The new building was designed by Edward Rundle in the Gothic Revival style, built in locally-quarried stone and was officially opened on 2 February 1864. The design involved an asymmetrical main frontage with five bays facing onto Bedford Square; the central bay featured an arched carriageway on the ground floor with a prominent oriel window and a gable above. The other bays were fenestrated with mullioned windows on the ground floor and large round headed windows on the first floor. At roof level, there was a crenelated parapet and four dormer windows. There was also a four-stage crenelated tower to the southeast of the main section. Internally, the principal rooms were the main hall, which was panelled and featured a maple floor, and the mayor's parlour.
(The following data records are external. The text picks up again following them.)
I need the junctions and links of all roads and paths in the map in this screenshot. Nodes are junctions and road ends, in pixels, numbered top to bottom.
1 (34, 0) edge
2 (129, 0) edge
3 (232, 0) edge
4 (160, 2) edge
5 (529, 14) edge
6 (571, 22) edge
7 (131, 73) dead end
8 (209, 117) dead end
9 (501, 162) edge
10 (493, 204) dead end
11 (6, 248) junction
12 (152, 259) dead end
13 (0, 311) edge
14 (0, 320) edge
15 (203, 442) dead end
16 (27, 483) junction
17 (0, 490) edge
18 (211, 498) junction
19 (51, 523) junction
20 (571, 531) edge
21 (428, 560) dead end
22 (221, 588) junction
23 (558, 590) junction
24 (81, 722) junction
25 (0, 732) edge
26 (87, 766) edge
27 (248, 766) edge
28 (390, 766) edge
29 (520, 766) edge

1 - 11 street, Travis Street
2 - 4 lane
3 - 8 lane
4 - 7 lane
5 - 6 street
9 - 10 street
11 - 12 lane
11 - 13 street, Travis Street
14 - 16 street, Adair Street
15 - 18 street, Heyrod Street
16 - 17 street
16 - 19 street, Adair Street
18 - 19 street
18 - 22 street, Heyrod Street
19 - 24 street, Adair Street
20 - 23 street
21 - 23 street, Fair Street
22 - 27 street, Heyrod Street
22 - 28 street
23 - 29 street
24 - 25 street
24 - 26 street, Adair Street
The borough council, which had not met for many years, was abolished under the Municipal Corporations Act 1883. However, following a significant increase in population, largely associated with the status of Tavistock as a market town, the area became an urban district in 1898. The council used the town hall as a venue for civic events and located the council officers and their departments at purpose-built council chambers in Drake Road which were completed in the late 19th century. The Russell family sold various properties in the town, including the guildhall, the town hall, the council chambers and various public amenities, including the corn market, to the urban district council for a price agreed by arbitration in order to meet death duty obligations in 1913.
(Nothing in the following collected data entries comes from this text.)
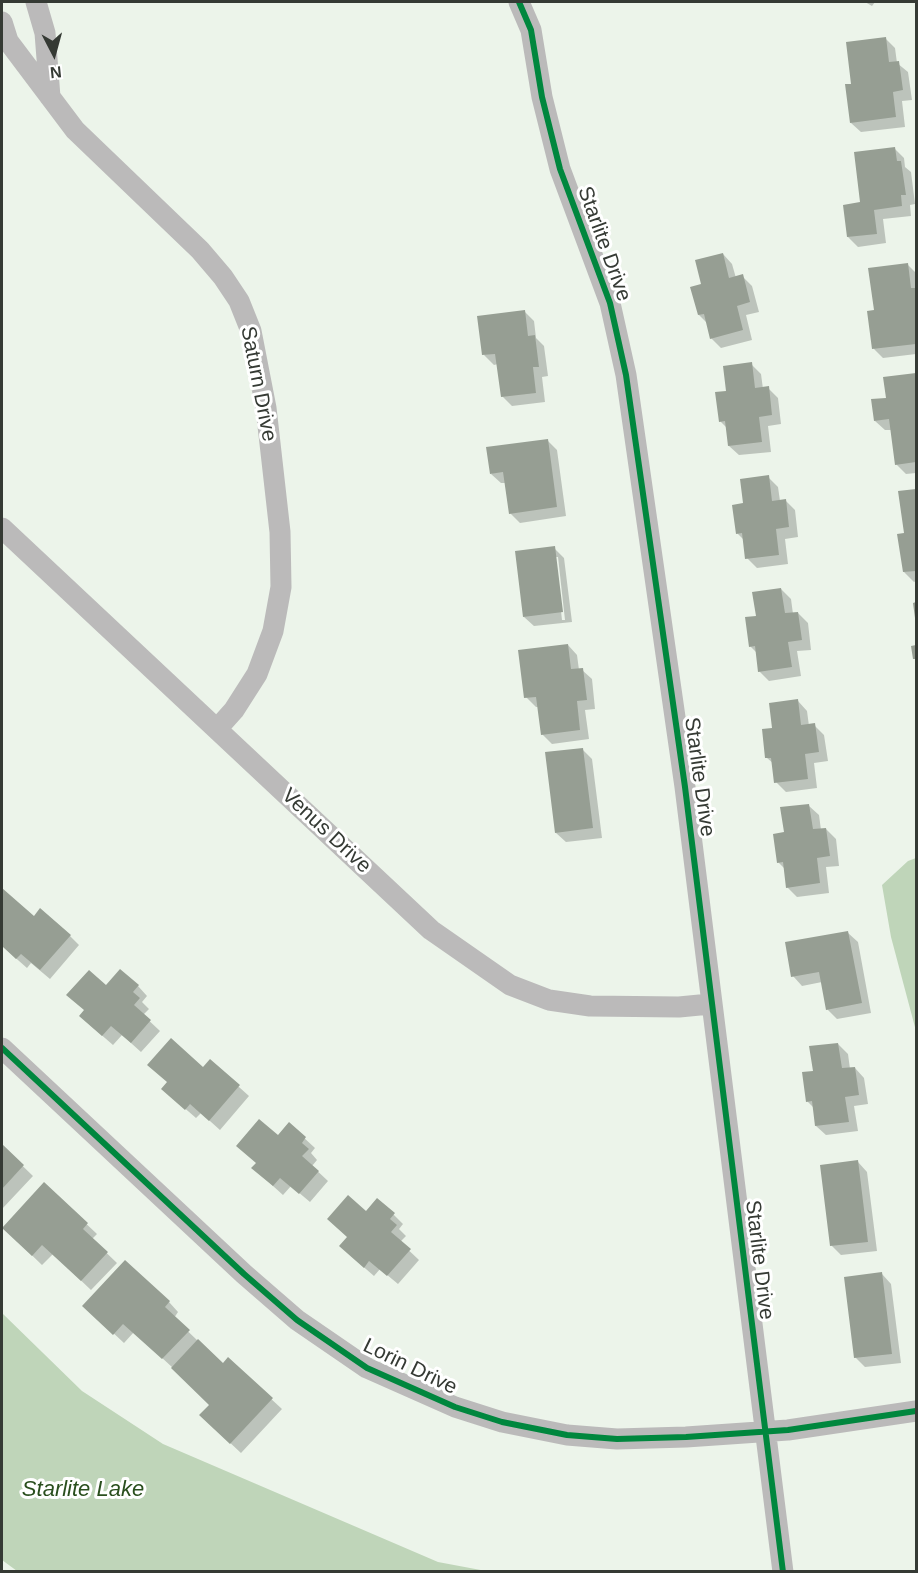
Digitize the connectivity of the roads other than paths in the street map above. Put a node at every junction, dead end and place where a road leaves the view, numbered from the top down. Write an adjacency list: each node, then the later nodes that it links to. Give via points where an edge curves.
1 (36, 2): 6 (street, via 45,33)
2 (519, 2): 5 (street, Starlite Drive)
3 (535, 2): 5 (street, Starlite Drive)
4 (2, 22): 6 (street, Saturn Drive, via 8,41)
5 (531, 30): 9 (street, Starlite Drive, via 560,169 610,303 626,375 685,787)
6 (50, 98): 8 (street, Saturn Drive, via 83,139 223,276 251,331 266,408 280,532 281,587 273,631 257,674)
7 (2, 528): 8 (street, Venus Drive)
8 (217, 729): 9 (street, Venus Drive, via 431,930 510,984 549,1000 590,1006)
9 (710, 1004): 12 (street, Starlite Drive)
10 (2, 1048): 12 (street, Lorin Drive, via 297,1320 367,1368 455,1407 502,1422 567,1435 617,1440)
11 (916, 1411): 12 (street, Lorin Drive)
12 (765, 1430): 13 (street, Starlite Drive)
13 (783, 1572)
After the Plymouth Blitz, a series of bombing raids carried out by the Luftwaffe on Plymouth during the Second World War, the town hall was used as peripheral rest centre for Plymouth residents displaced by the destruction. Then, in December 1943, soldiers of the 29th Infantry Division of the United States Army, who were preparing for Operation Overlord, hosted a party in the town hall for children from the Plymouth Road Primary School. Significant visitors included the future Deputy Prime Minister, Michael Heseltine, who delivered a speech in the town hall in January 1966 as part of his successful campaign to be elected the local member of parliament in the 1966 general election.

Works of art in the town hall include a series of portraits by Lady Laura Russell, the wife of Lord Arthur Russell; the subjects of these portraits include the 4th, 6th and 7th Dukes of Bedford, the local members of parliament, John Pym, Sir John Salusbury-Trelawny, George Byng and Hugh Luttrell, and the naval and military commanders, Sir Francis Drake and Colonel John Russell.